Lobi headstake showing the pronounced cranial enlargement associated with hydrocephalus belongs to a small but striking group of sculptural markers erected in southern Burkina Faso, especially in the Poni region. Such stakes, known locally as thil-won or as simplified anthropomorphic effigies, served as points of communication with the thila, the invisible agencies governing individual and communal destinies. The emphasis on an enlarged cranium appears not as a literal medical record but as an amplification of spiritual potency. Among the Lobi, extraordinary physiological features could be interpreted as signals of heightened vulnerability or, conversely, heightened permeability to the spirit world. The swollen head becomes a formal metaphor for a vessel capable of receiving, storing, or mediating forces that exceed the ordinary condition of the living body.

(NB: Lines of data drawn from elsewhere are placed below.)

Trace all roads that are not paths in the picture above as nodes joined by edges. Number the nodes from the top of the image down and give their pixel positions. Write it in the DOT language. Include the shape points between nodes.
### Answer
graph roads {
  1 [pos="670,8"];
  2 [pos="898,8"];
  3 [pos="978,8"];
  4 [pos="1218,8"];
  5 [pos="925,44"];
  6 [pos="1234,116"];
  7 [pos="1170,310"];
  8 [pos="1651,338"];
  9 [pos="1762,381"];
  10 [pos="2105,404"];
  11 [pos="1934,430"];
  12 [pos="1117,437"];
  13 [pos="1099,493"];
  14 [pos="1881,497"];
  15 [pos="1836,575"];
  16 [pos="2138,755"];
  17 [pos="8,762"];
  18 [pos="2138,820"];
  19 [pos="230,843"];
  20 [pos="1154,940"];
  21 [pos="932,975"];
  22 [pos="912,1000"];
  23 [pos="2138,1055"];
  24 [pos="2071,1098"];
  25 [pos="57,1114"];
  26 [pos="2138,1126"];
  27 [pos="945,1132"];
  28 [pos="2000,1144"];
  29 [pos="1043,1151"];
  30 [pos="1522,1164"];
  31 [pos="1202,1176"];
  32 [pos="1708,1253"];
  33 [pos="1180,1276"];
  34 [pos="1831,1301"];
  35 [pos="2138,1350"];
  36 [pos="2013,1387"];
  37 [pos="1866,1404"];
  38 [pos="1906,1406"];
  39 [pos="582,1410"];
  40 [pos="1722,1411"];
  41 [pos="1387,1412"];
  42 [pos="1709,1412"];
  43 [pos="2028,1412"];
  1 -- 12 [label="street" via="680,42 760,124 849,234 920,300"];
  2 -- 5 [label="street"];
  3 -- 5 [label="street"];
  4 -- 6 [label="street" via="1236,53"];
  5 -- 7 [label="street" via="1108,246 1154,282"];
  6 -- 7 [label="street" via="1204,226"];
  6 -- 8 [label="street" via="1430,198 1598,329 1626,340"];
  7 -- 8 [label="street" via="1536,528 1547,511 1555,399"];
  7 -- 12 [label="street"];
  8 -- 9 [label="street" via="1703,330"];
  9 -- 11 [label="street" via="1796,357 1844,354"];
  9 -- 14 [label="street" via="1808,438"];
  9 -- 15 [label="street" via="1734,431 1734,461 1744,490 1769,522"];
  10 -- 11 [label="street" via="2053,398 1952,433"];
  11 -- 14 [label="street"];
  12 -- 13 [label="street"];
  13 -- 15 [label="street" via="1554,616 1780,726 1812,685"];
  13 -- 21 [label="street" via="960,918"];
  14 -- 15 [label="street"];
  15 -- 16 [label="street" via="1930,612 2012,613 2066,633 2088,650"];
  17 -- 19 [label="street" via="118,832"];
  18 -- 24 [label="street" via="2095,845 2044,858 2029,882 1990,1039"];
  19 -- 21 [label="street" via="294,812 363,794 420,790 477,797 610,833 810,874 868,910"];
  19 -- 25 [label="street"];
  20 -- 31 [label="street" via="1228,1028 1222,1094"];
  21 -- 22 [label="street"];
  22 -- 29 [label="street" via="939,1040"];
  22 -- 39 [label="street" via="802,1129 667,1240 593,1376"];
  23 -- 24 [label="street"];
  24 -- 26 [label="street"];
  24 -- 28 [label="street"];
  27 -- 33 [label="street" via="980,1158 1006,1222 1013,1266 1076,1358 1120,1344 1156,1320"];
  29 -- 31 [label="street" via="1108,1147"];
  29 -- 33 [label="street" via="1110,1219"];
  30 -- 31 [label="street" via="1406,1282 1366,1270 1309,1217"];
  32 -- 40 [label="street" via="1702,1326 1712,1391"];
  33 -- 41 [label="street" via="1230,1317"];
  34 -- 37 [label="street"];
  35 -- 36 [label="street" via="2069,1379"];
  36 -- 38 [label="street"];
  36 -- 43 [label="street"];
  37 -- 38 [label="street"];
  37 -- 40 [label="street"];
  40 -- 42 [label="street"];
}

In the ritual economy of the Lobi, the headstakes were often placed at the margins of compounds or fields, sometimes marking the liminal threshold through which protective spirits were invoked. A figure with hydrocephalic proportions may have been linked to a specific family history, possibly referencing a deceased child whose unusual body was believed to establish a lasting bond with a protective or dangerous thil. Rather than an attempt at portraiture, its morphology translates a remembered condition into a visual index of spiritual significance. The disproportionate cranial volume concentrates the expressive power of the stake, drawing attention to the locus where consciousness, breath, and fate were thought to converge.¹

The carving techniques typically adhere to the reductive, essentialising language of Lobi sculpture: an abbreviated body, minimal facial definition, and a surface that may be darkened by sacrificial patination. Within this pared vocabulary, the oversized head acquires an even stronger symbolic charge. Its presence signals both a rupture—an interruption of biological normality—and a channel through which the domestic sphere negotiates the unpredictable operations of the thila.²

¹ See Meyer, Anthropomorphic Markers and Threshold Figures in Lobi Ritual Practice, Journal of West African Material Culture, 1998.
² Cf. Hébert, Le système religieux des Lobi, Paris 1967.